Canada’s Broad Brush: Why Our Online Safety Laws Need Precision, Not Panic


Canada has a long history of protecting its cultural identity. From broadcasting quotas to Canadian content rules, we’ve built a regulatory tradition that treats media as part of our national fabric. But when it comes to explicit content, that same protectionist streak has a downside: we regulate with a broad brush, folding adult material into the same cultural and broadcasting frameworks as everything else.

This approach might have made sense in the analog era. Today, it’s out of step with reality. Adolescents are already exposed to explicit material online, often years before the legal age of access. Blanket restrictions don’t stop that — they just push it into unregulated spaces, where the real dangers live.

The Alert Fatigue Problem
Think of it like clicking “Continue” on an untrusted TLS certificate or getting Amber Alerts for incidents two townships away. When warnings are constant, low‑precision, and rarely relevant, people stop paying attention. The same thing happens with online safety rules: over‑broad restrictions desensitize young people to genuine threats.

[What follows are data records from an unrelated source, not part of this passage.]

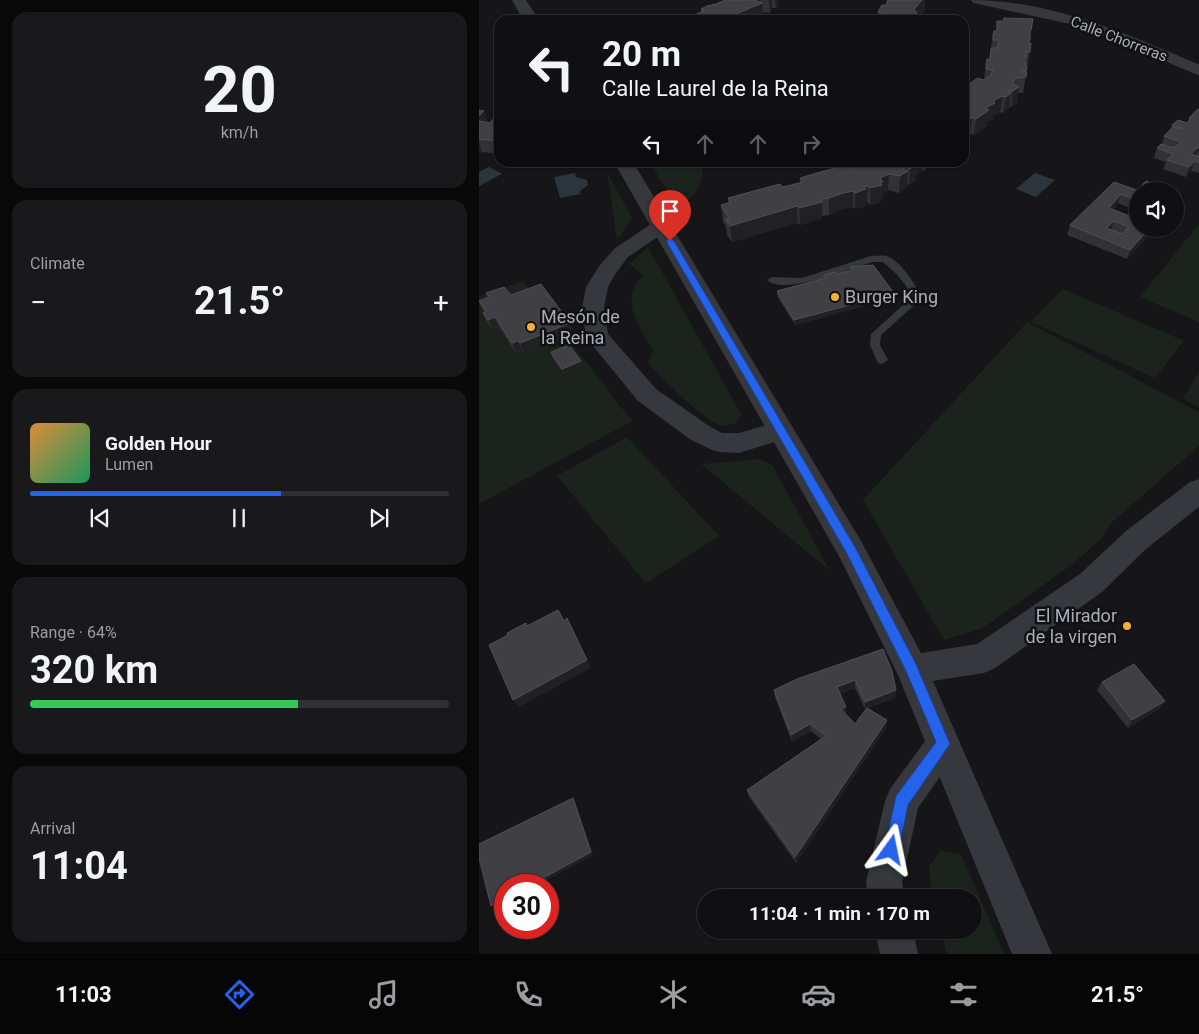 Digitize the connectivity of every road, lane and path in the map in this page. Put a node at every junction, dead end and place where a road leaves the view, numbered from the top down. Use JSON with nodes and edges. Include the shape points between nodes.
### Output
{"nodes":[{"id":1,"x":519,"y":0,"type":"edge"},
{"id":2,"x":977,"y":0,"type":"edge"},
{"id":3,"x":538,"y":11,"type":"edge"},
{"id":4,"x":1199,"y":71,"type":"edge"},
{"id":5,"x":626,"y":167,"type":"edge"},
{"id":6,"x":661,"y":226,"type":"junction"},
{"id":7,"x":772,"y":280,"type":"dead end"},
{"id":8,"x":882,"y":360,"type":"dead end"},
{"id":9,"x":781,"y":430,"type":"junction"},
{"id":10,"x":1199,"y":490,"type":"edge"},
{"id":11,"x":912,"y":668,"type":"junction"},
{"id":12,"x":943,"y":744,"type":"junction"},
{"id":13,"x":886,"y":889,"type":"edge"},
{"id":14,"x":896,"y":939,"type":"edge"},
{"id":15,"x":899,"y":954,"type":"edge"},
{"id":16,"x":1032,"y":954,"type":"edge"}],
"edges":[{"from":1,"to":3,"type":"street"},
{"from":2,"to":4,"type":"street","name":"Calle Chorreras","via":[[1074,20]]},
{"from":5,"to":6,"type":"street"},
{"from":6,"to":9,"type":"street"},
{"from":6,"to":9,"type":"street","via":[[621,254],[597,287],[593,308],[597,336],[647,395],[700,433],[719,442],[739,443]]},
{"from":7,"to":8,"type":"lane","via":[[803,282],[871,259],[885,260],[914,289],[916,298],[876,334],[875,344]]},
{"from":9,"to":11,"type":"street","via":[[851,550]]},
{"from":10,"to":11,"type":"street","via":[[1136,540],[1091,583],[984,658]]},
{"from":11,"to":12,"type":"street"},
{"from":12,"to":13,"type":"street","via":[[901,801]]},
{"from":12,"to":16,"type":"street"},
{"from":14,"to":15,"type":"street"}]}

When everything is treated as equally dangerous, nothing feels dangerous.

A Three‑Tier Solution
Instead of overcompensating with fear‑driven gatekeeping, we need a precision‑based model that keeps sensitivity sharp:

  1. Noise Reduction – Narrow harmful‑content definitions to focus on demonstrable risks, not moral discomfort.
  2. High‑Credibility Alerts – Make warnings rare, relevant, and actionable so they’re taken seriously.
  3. Competence & Calibration – Teach adolescents how to assess and respond to threats, so they can self‑protect when filters fail.

Why This Matters
Countries that separate harm prevention from cultural preservation move faster toward balanced, rights‑respecting regulation. Canada’s broad‑brush approach slows that progress and risks eroding trust in the very systems meant to protect us.

If we want real safety, we need to stop crying wolf and start building a framework that treats Canadians as capable participants in their own protection.